>>>>>

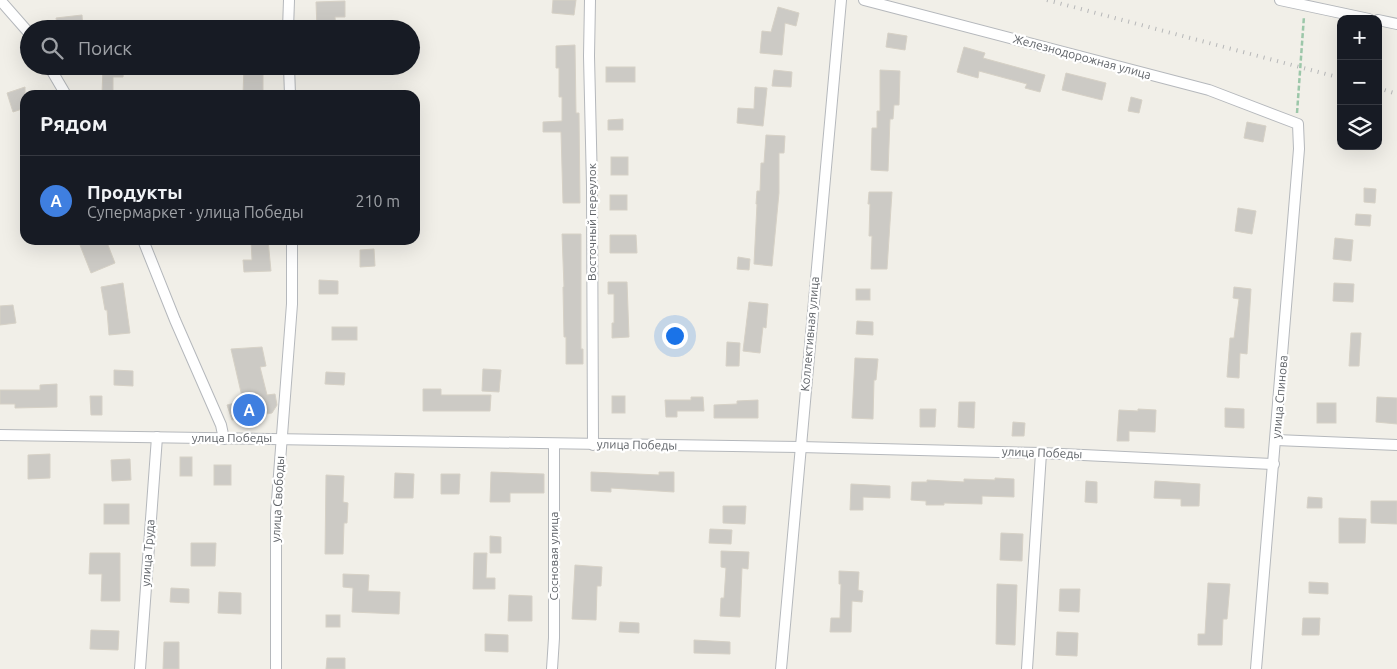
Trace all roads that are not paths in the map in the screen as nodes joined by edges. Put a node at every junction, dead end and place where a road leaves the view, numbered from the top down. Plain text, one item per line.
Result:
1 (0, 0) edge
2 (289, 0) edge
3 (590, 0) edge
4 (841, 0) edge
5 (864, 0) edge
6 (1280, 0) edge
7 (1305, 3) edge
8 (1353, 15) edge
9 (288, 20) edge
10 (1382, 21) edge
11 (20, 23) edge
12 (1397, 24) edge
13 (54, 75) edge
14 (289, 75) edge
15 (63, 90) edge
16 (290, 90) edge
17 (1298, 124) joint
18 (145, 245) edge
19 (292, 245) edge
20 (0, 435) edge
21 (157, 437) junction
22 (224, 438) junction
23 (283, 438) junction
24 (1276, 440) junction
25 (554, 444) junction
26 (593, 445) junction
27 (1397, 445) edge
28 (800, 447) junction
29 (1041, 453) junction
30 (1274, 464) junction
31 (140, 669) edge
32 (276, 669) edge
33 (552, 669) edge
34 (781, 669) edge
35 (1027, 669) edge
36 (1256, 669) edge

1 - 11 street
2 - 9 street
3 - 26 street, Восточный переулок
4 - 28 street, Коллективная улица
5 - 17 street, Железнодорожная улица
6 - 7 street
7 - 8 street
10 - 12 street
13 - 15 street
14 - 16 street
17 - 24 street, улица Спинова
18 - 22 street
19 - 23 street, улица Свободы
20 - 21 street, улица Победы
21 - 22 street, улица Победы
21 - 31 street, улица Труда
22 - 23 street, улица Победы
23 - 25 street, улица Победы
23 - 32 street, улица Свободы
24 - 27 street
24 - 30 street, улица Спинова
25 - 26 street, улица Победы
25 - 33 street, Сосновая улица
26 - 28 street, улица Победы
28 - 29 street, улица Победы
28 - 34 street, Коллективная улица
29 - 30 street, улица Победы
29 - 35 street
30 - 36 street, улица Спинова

<<<<<
>>>>>

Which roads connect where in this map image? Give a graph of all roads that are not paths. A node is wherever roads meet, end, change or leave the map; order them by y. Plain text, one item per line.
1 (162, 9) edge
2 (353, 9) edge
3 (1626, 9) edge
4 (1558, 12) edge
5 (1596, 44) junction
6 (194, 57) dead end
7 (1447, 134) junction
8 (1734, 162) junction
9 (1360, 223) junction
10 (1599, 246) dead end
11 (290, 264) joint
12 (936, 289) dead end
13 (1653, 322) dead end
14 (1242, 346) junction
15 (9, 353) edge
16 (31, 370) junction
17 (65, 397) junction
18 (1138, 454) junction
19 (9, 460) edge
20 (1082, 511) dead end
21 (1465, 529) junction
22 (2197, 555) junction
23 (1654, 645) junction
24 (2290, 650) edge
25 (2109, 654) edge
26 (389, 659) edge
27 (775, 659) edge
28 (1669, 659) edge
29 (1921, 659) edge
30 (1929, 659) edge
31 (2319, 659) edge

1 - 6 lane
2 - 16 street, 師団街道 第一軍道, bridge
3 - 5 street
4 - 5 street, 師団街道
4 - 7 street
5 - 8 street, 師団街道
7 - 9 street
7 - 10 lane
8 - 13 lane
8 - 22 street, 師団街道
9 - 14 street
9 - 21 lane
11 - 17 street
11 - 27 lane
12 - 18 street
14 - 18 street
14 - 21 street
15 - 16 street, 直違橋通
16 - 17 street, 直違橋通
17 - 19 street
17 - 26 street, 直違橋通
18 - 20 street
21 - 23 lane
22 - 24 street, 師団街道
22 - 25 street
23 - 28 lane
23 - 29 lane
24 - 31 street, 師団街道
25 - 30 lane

<<<<<

→ WHAT THE TASK REQUIRES
Lines of the listing above that contain the word "lane" should all be returned.

→ RESPONSE FOR THIS EXERCISE
1 - 6 lane
7 - 10 lane
8 - 13 lane
9 - 21 lane
11 - 27 lane
21 - 23 lane
23 - 28 lane
23 - 29 lane
25 - 30 lane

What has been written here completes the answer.